If you enjoy the author L T. Meade, then you will enjoy Yonge’s Countess Kate!
This book was read to me as a small child and I did enjoy reading it to my little granddaughter who also struggles with theatrical tantrums and amazing imaginings.
A spirited little orphan girl of eleven who lives with her uncle and his family in a country parsonage suddenly becomes a countess and has to go to London to be brought up like a lady by her two aunts.
Aunt Barbara frets about her charge's 'perverseness, heedlessness, ill-temper, disobedience, and rude ungainly ways', but as this is a Victorian story you can safely assume that Kate's behaviour is at worst a little boisterous. Children were supposed to sit in the corner and keep shtum back then.
Aunt Julia is kind but sickly, so the young Lady Caergwent is subjected to the stern regime of Aunt Barbara before something better comes along. Her elevation in status doesn't turn out to be a whole lot of fun:
"I wonder what is the use of being a countess, if one never is to do anything to please one's self, and one is live with a cross old aunt!"
Neither is it a whole lot of fun for the reader. I expected some My Fair Lady style pratfalls and gaucheries from clumsy Kate, not a sterile game of wits between a young girl and an inadequate guardian.
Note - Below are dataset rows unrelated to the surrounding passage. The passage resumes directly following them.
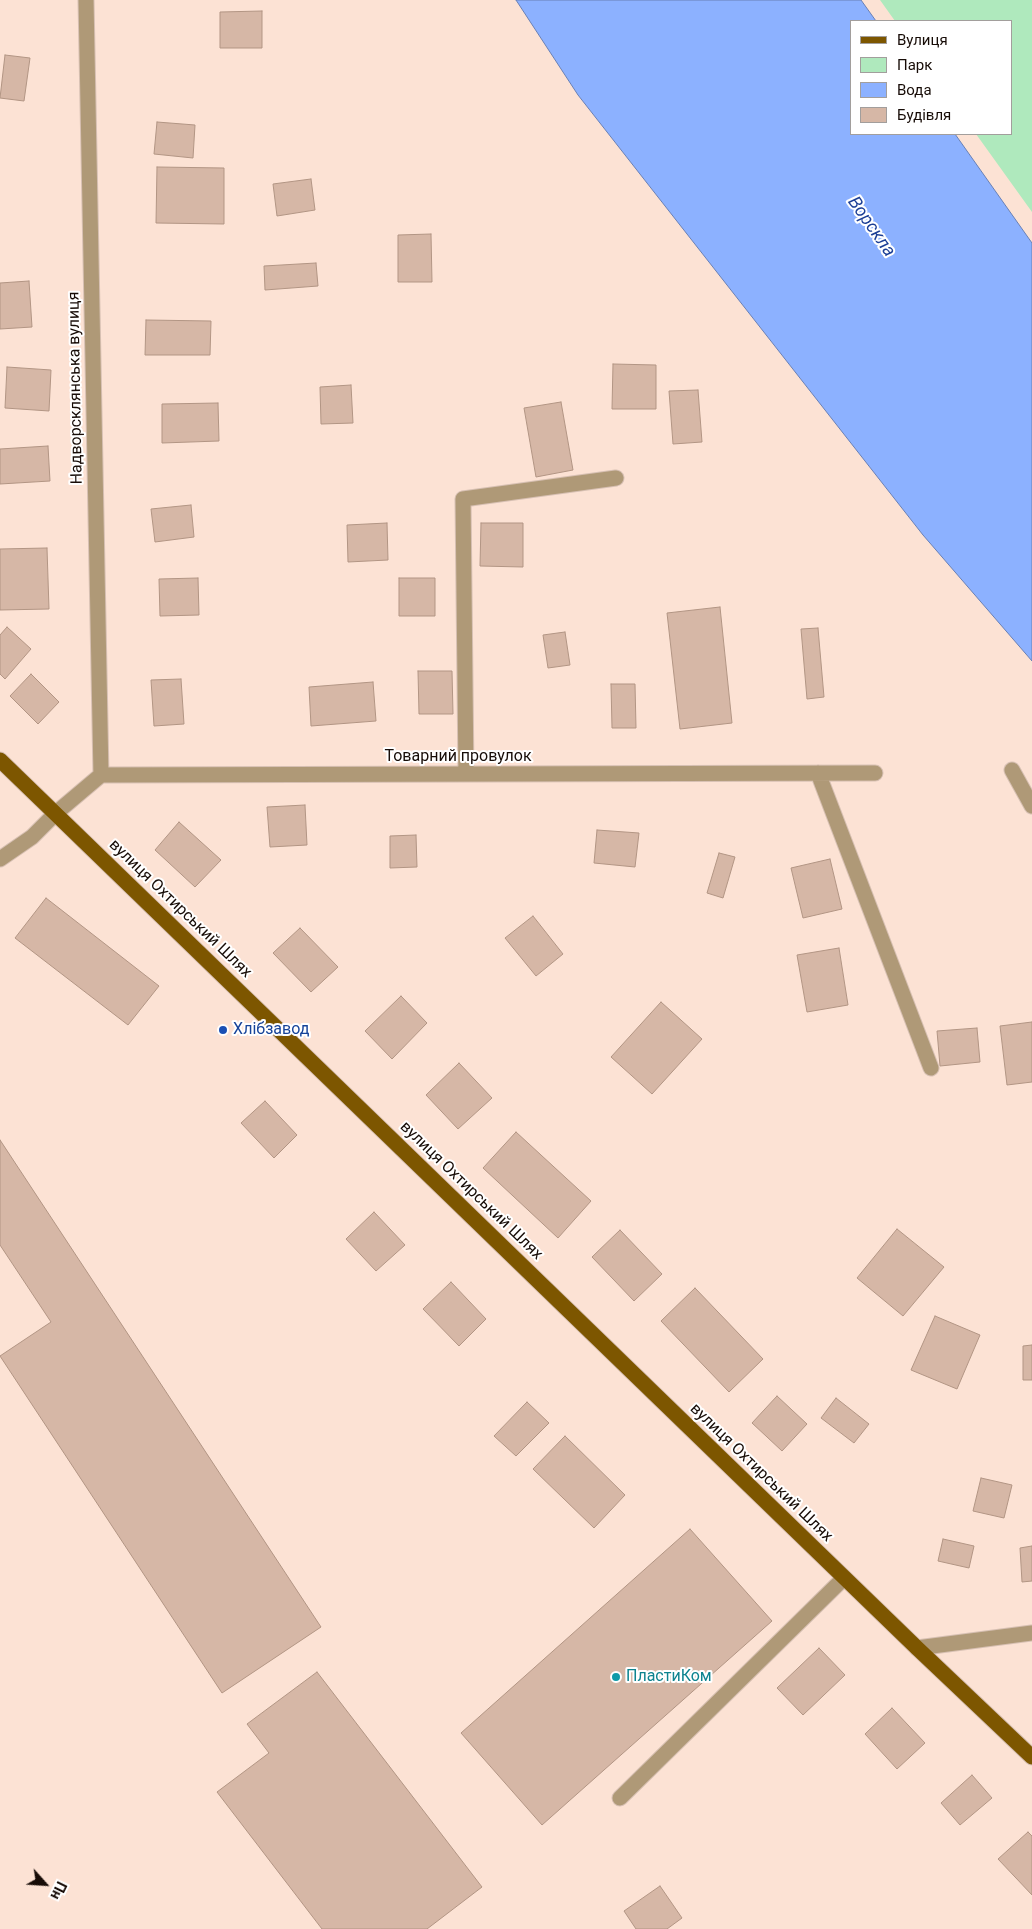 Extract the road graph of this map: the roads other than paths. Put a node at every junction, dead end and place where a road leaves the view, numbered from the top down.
1 (86, 0) edge
2 (616, 478) dead end
3 (0, 760) edge
4 (1012, 770) dead end
5 (818, 773) junction
6 (875, 773) dead end
7 (466, 774) junction
8 (101, 775) junction
9 (1032, 806) edge
10 (56, 813) junction
11 (0, 859) edge
12 (931, 1068) dead end
13 (844, 1578) junction
14 (1032, 1633) edge
15 (917, 1648) junction
16 (1032, 1756) edge
17 (620, 1798) dead end

1 - 8 street, Надворсклянська вулиця
2 - 7 street
3 - 10 main road, вулиця Охтирський Шлях
4 - 9 street
5 - 6 street, Товарний провулок
5 - 7 street, Товарний провулок
5 - 12 street
7 - 8 street, Товарний провулок
8 - 10 street
10 - 11 street
10 - 13 main road, вулиця Охтирський Шлях
13 - 15 main road, вулиця Охтирський Шлях
13 - 17 street
14 - 15 street
15 - 16 main road, вулиця Охтирський Шлях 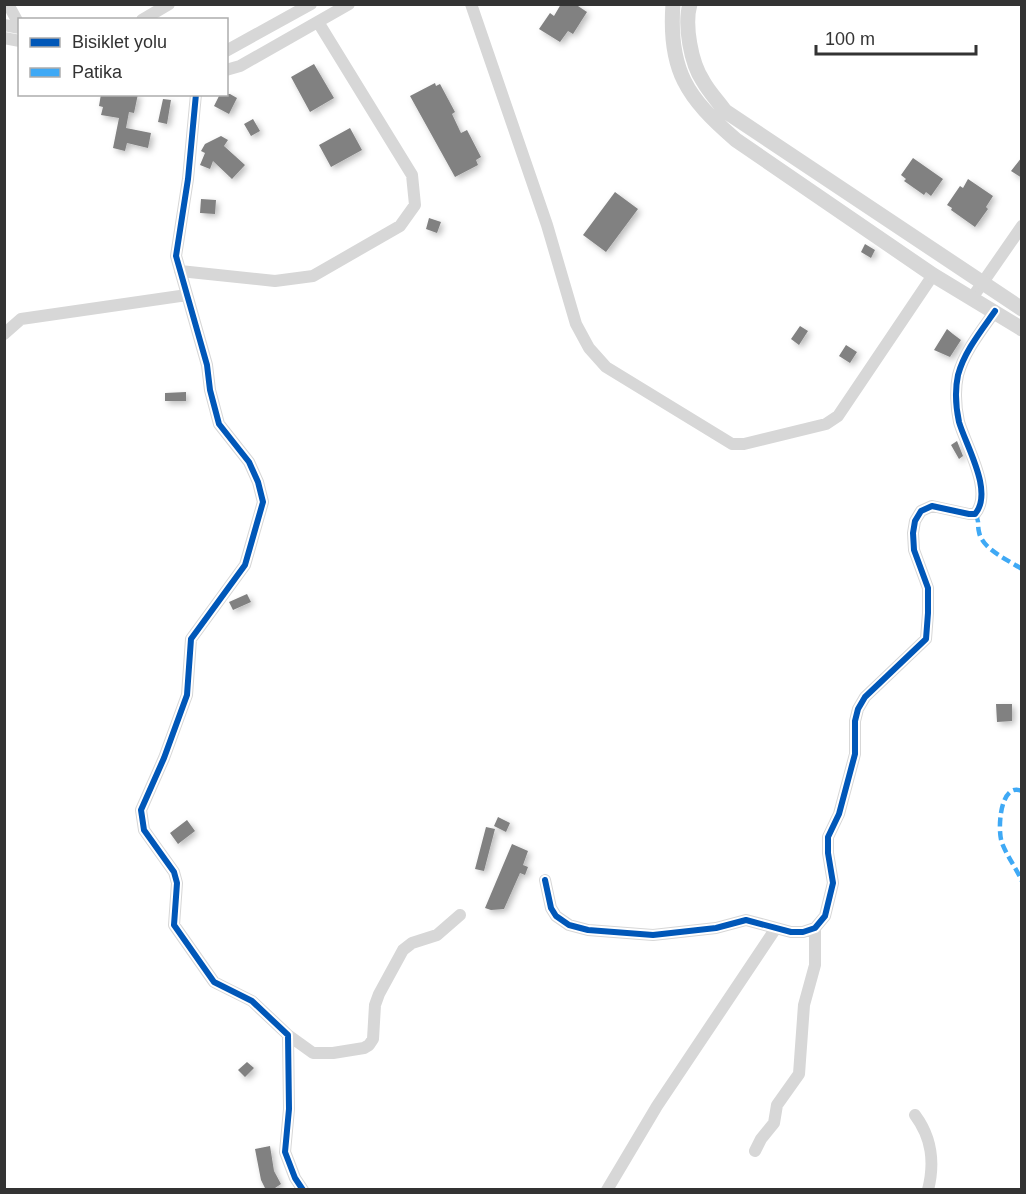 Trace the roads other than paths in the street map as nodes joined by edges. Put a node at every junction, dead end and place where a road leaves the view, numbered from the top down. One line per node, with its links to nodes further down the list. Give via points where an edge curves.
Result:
1 (8, 4): 10 (street)
2 (169, 4): 8 (street)
3 (349, 4): 9 (street)
4 (471, 4): 16 (street, via 547,225 576,324 589,348 606,368 732,444 826,424 838,416)
5 (673, 4): 16 (street, via 674,57 687,88 709,117 735,140)
6 (690, 4): 17 (street, via 689,43 701,80 725,111)
7 (309, 5): 11 (street)
8 (145, 18)
9 (318, 22): 12 (street); 15 (street, via 412,175 415,205 400,226 313,276 275,281)
10 (18, 23)
11 (228, 50)
12 (228, 69)
13 (196, 96): 15 (street, via 176,256)
14 (1022, 226): 17 (street)
15 (180, 271): 18 (street)
16 (933, 275): 19 (street)
17 (982, 284): 19 (street); 20 (street)
18 (187, 295): 23 (street, via 21,320); 28 (street, via 219,424 249,462 263,502 245,565 191,639 188,694 141,810 144,830 177,882 174,925 214,982 252,1001)
19 (972, 298): 21 (street)
20 (1022, 309)
21 (995, 311): 22 (street); 27 (street, via 963,361 956,391 958,418 977,468 981,507 975,514 969,514 932,506 921,511 915,521 914,550 927,588 926,639 858,709 855,754 840,814 828,837 833,883 825,916)
22 (1022, 329)
23 (4, 334)
24 (545, 880): 26 (street, via 556,916 569,925 588,930 653,935 716,928 746,920)
25 (460, 915): 28 (street, via 437,935 412,943 404,950 379,994 369,1045 313,1053)
26 (776, 928): 27 (street, via 791,932); 32 (street, via 657,1106)
27 (815, 928): 30 (street, via 815,965 804,1005 799,1074 777,1105 774,1123)
28 (288, 1035): 31 (street, via 290,1109 285,1152)
29 (915, 1115): 33 (street, via 925,1129 931,1150)
30 (755, 1151)
31 (303, 1190)
32 (607, 1190)
33 (928, 1190)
Yonge was a prolific writer. I had only read one of her novels before, set in lawless 15th century Austria called The Dove in the Eagle's Nest, which was insufferably wet and sentimental.
The conventional domesticity of the Victorian home was more her scene. Just about.
This author was quite prolific with these little stories of English life and some are actually charming. The transcription to eBook can sometimes be a strain to read as typos abound. This story is of an orphaned child, Kate, raised by a widowed uncle along with his own children when she is thrust into a life she does not understand or want at the young age of 9 to learn to become the Countess Katherine of Caergwent, instruction provided by two maiden aunts. The reader does not build very much sympathy for the girl as she is very well-read and tends to think and act in ways she has read about that gives her a snobbish affect. She is finally rescued by another uncle and aunt, Colonel and Mrs Umfraville, who return from duty in India after the death of their sons and decide to help Katherine and themselves by becoming a family.